> TASK DIRECTIONS
Copy out the data below as written; omit any images.

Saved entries
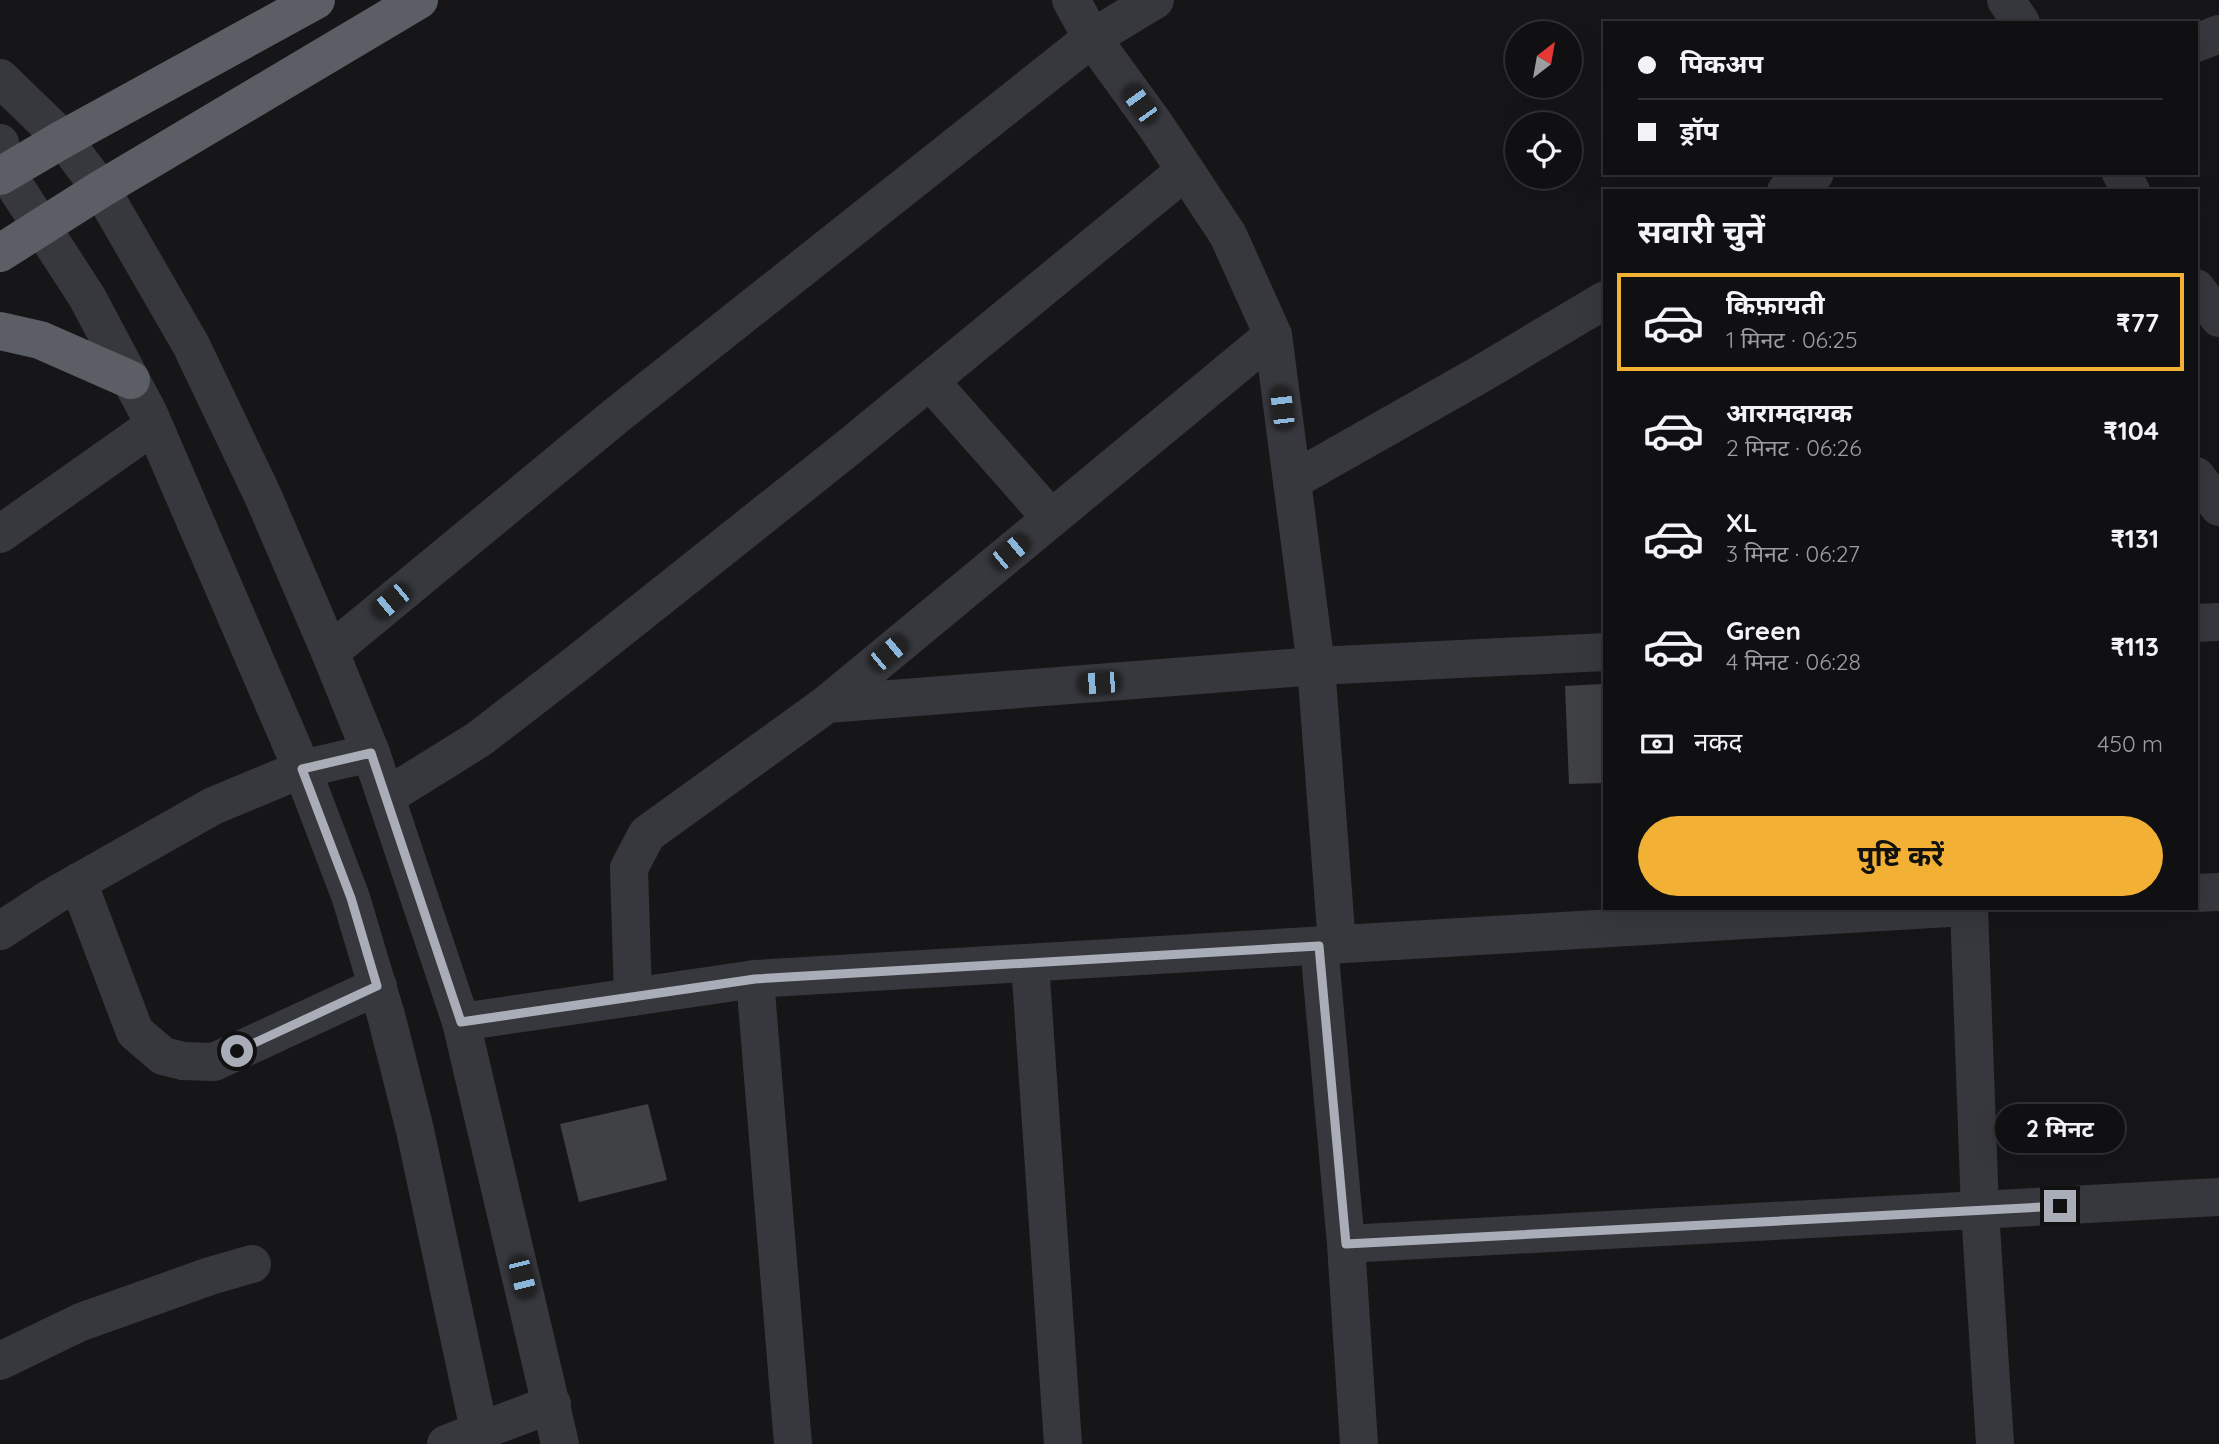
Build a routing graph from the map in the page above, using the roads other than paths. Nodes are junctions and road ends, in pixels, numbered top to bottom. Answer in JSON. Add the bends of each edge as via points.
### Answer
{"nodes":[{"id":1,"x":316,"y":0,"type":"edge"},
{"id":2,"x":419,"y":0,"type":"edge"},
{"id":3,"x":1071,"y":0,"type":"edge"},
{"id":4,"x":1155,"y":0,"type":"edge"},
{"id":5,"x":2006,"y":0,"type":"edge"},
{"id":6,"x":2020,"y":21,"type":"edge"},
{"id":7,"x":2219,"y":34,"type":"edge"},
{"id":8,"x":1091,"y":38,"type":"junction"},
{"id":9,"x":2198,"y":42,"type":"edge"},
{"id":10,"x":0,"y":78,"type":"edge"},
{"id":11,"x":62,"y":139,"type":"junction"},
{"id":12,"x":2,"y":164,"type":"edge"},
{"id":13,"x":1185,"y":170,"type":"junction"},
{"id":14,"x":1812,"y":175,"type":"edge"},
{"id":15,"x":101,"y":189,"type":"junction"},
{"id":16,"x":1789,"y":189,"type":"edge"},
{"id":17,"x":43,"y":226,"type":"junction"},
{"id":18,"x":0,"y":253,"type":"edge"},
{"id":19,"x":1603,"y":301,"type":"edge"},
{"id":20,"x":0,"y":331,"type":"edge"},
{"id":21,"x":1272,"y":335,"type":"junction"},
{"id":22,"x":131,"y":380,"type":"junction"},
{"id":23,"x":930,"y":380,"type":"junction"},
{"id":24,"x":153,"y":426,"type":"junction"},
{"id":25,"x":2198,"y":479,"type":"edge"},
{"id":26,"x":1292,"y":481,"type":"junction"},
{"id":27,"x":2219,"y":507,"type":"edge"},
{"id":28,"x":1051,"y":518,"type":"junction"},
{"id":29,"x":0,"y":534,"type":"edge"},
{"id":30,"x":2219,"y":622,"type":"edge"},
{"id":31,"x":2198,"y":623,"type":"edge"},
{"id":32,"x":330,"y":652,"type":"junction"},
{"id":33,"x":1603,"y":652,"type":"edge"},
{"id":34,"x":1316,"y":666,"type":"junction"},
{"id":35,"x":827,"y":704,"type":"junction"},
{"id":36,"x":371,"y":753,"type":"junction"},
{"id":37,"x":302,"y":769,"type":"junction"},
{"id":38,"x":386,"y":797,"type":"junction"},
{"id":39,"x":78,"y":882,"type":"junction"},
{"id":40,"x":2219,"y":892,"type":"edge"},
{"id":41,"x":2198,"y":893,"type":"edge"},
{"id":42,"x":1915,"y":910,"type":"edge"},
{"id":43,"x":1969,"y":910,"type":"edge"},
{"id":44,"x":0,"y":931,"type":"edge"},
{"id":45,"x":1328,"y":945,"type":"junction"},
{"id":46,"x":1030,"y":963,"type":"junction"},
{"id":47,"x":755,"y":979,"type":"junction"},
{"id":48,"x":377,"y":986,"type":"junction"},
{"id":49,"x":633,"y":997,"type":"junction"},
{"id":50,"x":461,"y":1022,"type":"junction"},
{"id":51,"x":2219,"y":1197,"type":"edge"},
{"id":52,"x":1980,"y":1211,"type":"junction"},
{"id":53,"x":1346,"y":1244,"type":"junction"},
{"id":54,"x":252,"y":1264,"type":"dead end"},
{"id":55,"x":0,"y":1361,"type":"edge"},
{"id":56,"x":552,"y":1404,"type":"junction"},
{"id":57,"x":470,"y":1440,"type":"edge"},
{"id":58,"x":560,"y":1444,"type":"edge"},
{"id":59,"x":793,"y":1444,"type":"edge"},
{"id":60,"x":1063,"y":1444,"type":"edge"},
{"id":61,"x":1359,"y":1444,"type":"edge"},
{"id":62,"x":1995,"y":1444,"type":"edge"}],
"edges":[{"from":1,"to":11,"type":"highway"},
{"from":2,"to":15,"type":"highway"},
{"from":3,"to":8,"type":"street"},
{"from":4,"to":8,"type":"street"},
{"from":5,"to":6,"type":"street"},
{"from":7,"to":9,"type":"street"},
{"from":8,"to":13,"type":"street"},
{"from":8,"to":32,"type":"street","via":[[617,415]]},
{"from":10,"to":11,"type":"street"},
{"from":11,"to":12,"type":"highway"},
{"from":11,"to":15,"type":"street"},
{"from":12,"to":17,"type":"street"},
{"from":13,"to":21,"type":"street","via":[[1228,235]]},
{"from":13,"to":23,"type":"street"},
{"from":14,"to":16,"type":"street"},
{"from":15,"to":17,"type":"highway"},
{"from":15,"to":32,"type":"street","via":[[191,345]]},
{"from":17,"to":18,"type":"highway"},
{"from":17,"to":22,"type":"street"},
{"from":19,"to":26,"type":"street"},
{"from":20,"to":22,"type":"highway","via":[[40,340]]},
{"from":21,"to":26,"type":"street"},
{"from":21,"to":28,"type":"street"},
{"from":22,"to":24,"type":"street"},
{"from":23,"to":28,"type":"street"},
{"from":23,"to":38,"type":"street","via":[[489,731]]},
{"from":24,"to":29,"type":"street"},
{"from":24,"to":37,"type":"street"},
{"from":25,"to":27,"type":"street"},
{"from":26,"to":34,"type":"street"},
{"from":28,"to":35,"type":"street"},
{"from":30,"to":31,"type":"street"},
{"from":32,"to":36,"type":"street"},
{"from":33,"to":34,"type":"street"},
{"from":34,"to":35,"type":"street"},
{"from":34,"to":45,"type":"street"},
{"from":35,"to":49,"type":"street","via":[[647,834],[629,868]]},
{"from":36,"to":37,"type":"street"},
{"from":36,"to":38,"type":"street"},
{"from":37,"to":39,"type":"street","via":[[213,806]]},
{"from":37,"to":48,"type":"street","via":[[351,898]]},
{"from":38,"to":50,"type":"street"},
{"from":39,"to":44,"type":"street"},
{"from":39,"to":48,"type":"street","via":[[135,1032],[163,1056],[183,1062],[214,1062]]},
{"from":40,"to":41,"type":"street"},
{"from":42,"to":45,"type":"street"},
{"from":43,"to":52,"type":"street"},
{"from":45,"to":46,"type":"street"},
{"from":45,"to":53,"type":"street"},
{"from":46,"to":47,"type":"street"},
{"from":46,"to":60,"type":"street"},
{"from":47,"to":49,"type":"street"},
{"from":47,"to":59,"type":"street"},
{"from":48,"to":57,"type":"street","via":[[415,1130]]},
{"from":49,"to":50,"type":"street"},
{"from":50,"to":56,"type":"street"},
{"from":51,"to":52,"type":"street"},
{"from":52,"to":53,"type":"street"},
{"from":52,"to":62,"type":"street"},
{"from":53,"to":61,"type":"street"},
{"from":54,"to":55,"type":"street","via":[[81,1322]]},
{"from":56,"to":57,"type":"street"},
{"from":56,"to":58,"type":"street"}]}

> RESULT FOR THIS EXERCISE
Build a routing graph from the map in the page above, using the roads other than paths. Nodes are junctions and road ends, in pixels, numbered top to bottom. Answer in JSON. Add the bends of each edge as via points.
### Answer
{"nodes":[{"id":1,"x":316,"y":0,"type":"edge"},
{"id":2,"x":419,"y":0,"type":"edge"},
{"id":3,"x":1071,"y":0,"type":"edge"},
{"id":4,"x":1155,"y":0,"type":"edge"},
{"id":5,"x":2006,"y":0,"type":"edge"},
{"id":6,"x":2020,"y":21,"type":"edge"},
{"id":7,"x":2219,"y":34,"type":"edge"},
{"id":8,"x":1091,"y":38,"type":"junction"},
{"id":9,"x":2198,"y":42,"type":"edge"},
{"id":10,"x":0,"y":78,"type":"edge"},
{"id":11,"x":62,"y":139,"type":"junction"},
{"id":12,"x":2,"y":164,"type":"edge"},
{"id":13,"x":1185,"y":170,"type":"junction"},
{"id":14,"x":1812,"y":175,"type":"edge"},
{"id":15,"x":101,"y":189,"type":"junction"},
{"id":16,"x":1789,"y":189,"type":"edge"},
{"id":17,"x":43,"y":226,"type":"junction"},
{"id":18,"x":0,"y":253,"type":"edge"},
{"id":19,"x":1603,"y":301,"type":"edge"},
{"id":20,"x":0,"y":331,"type":"edge"},
{"id":21,"x":1272,"y":335,"type":"junction"},
{"id":22,"x":131,"y":380,"type":"junction"},
{"id":23,"x":930,"y":380,"type":"junction"},
{"id":24,"x":153,"y":426,"type":"junction"},
{"id":25,"x":2198,"y":479,"type":"edge"},
{"id":26,"x":1292,"y":481,"type":"junction"},
{"id":27,"x":2219,"y":507,"type":"edge"},
{"id":28,"x":1051,"y":518,"type":"junction"},
{"id":29,"x":0,"y":534,"type":"edge"},
{"id":30,"x":2219,"y":622,"type":"edge"},
{"id":31,"x":2198,"y":623,"type":"edge"},
{"id":32,"x":330,"y":652,"type":"junction"},
{"id":33,"x":1603,"y":652,"type":"edge"},
{"id":34,"x":1316,"y":666,"type":"junction"},
{"id":35,"x":827,"y":704,"type":"junction"},
{"id":36,"x":371,"y":753,"type":"junction"},
{"id":37,"x":302,"y":769,"type":"junction"},
{"id":38,"x":386,"y":797,"type":"junction"},
{"id":39,"x":78,"y":882,"type":"junction"},
{"id":40,"x":2219,"y":892,"type":"edge"},
{"id":41,"x":2198,"y":893,"type":"edge"},
{"id":42,"x":1915,"y":910,"type":"edge"},
{"id":43,"x":1969,"y":910,"type":"edge"},
{"id":44,"x":0,"y":931,"type":"edge"},
{"id":45,"x":1328,"y":945,"type":"junction"},
{"id":46,"x":1030,"y":963,"type":"junction"},
{"id":47,"x":755,"y":979,"type":"junction"},
{"id":48,"x":377,"y":986,"type":"junction"},
{"id":49,"x":633,"y":997,"type":"junction"},
{"id":50,"x":461,"y":1022,"type":"junction"},
{"id":51,"x":2219,"y":1197,"type":"edge"},
{"id":52,"x":1980,"y":1211,"type":"junction"},
{"id":53,"x":1346,"y":1244,"type":"junction"},
{"id":54,"x":252,"y":1264,"type":"dead end"},
{"id":55,"x":0,"y":1361,"type":"edge"},
{"id":56,"x":552,"y":1404,"type":"junction"},
{"id":57,"x":470,"y":1440,"type":"edge"},
{"id":58,"x":560,"y":1444,"type":"edge"},
{"id":59,"x":793,"y":1444,"type":"edge"},
{"id":60,"x":1063,"y":1444,"type":"edge"},
{"id":61,"x":1359,"y":1444,"type":"edge"},
{"id":62,"x":1995,"y":1444,"type":"edge"}],
"edges":[{"from":1,"to":11,"type":"highway"},
{"from":2,"to":15,"type":"highway"},
{"from":3,"to":8,"type":"street"},
{"from":4,"to":8,"type":"street"},
{"from":5,"to":6,"type":"street"},
{"from":7,"to":9,"type":"street"},
{"from":8,"to":13,"type":"street"},
{"from":8,"to":32,"type":"street","via":[[617,415]]},
{"from":10,"to":11,"type":"street"},
{"from":11,"to":12,"type":"highway"},
{"from":11,"to":15,"type":"street"},
{"from":12,"to":17,"type":"street"},
{"from":13,"to":21,"type":"street","via":[[1228,235]]},
{"from":13,"to":23,"type":"street"},
{"from":14,"to":16,"type":"street"},
{"from":15,"to":17,"type":"highway"},
{"from":15,"to":32,"type":"street","via":[[191,345]]},
{"from":17,"to":18,"type":"highway"},
{"from":17,"to":22,"type":"street"},
{"from":19,"to":26,"type":"street"},
{"from":20,"to":22,"type":"highway","via":[[40,340]]},
{"from":21,"to":26,"type":"street"},
{"from":21,"to":28,"type":"street"},
{"from":22,"to":24,"type":"street"},
{"from":23,"to":28,"type":"street"},
{"from":23,"to":38,"type":"street","via":[[489,731]]},
{"from":24,"to":29,"type":"street"},
{"from":24,"to":37,"type":"street"},
{"from":25,"to":27,"type":"street"},
{"from":26,"to":34,"type":"street"},
{"from":28,"to":35,"type":"street"},
{"from":30,"to":31,"type":"street"},
{"from":32,"to":36,"type":"street"},
{"from":33,"to":34,"type":"street"},
{"from":34,"to":35,"type":"street"},
{"from":34,"to":45,"type":"street"},
{"from":35,"to":49,"type":"street","via":[[647,834],[629,868]]},
{"from":36,"to":37,"type":"street"},
{"from":36,"to":38,"type":"street"},
{"from":37,"to":39,"type":"street","via":[[213,806]]},
{"from":37,"to":48,"type":"street","via":[[351,898]]},
{"from":38,"to":50,"type":"street"},
{"from":39,"to":44,"type":"street"},
{"from":39,"to":48,"type":"street","via":[[135,1032],[163,1056],[183,1062],[214,1062]]},
{"from":40,"to":41,"type":"street"},
{"from":42,"to":45,"type":"street"},
{"from":43,"to":52,"type":"street"},
{"from":45,"to":46,"type":"street"},
{"from":45,"to":53,"type":"street"},
{"from":46,"to":47,"type":"street"},
{"from":46,"to":60,"type":"street"},
{"from":47,"to":49,"type":"street"},
{"from":47,"to":59,"type":"street"},
{"from":48,"to":57,"type":"street","via":[[415,1130]]},
{"from":49,"to":50,"type":"street"},
{"from":50,"to":56,"type":"street"},
{"from":51,"to":52,"type":"street"},
{"from":52,"to":53,"type":"street"},
{"from":52,"to":62,"type":"street"},
{"from":53,"to":61,"type":"street"},
{"from":54,"to":55,"type":"street","via":[[81,1322]]},
{"from":56,"to":57,"type":"street"},
{"from":56,"to":58,"type":"street"}]}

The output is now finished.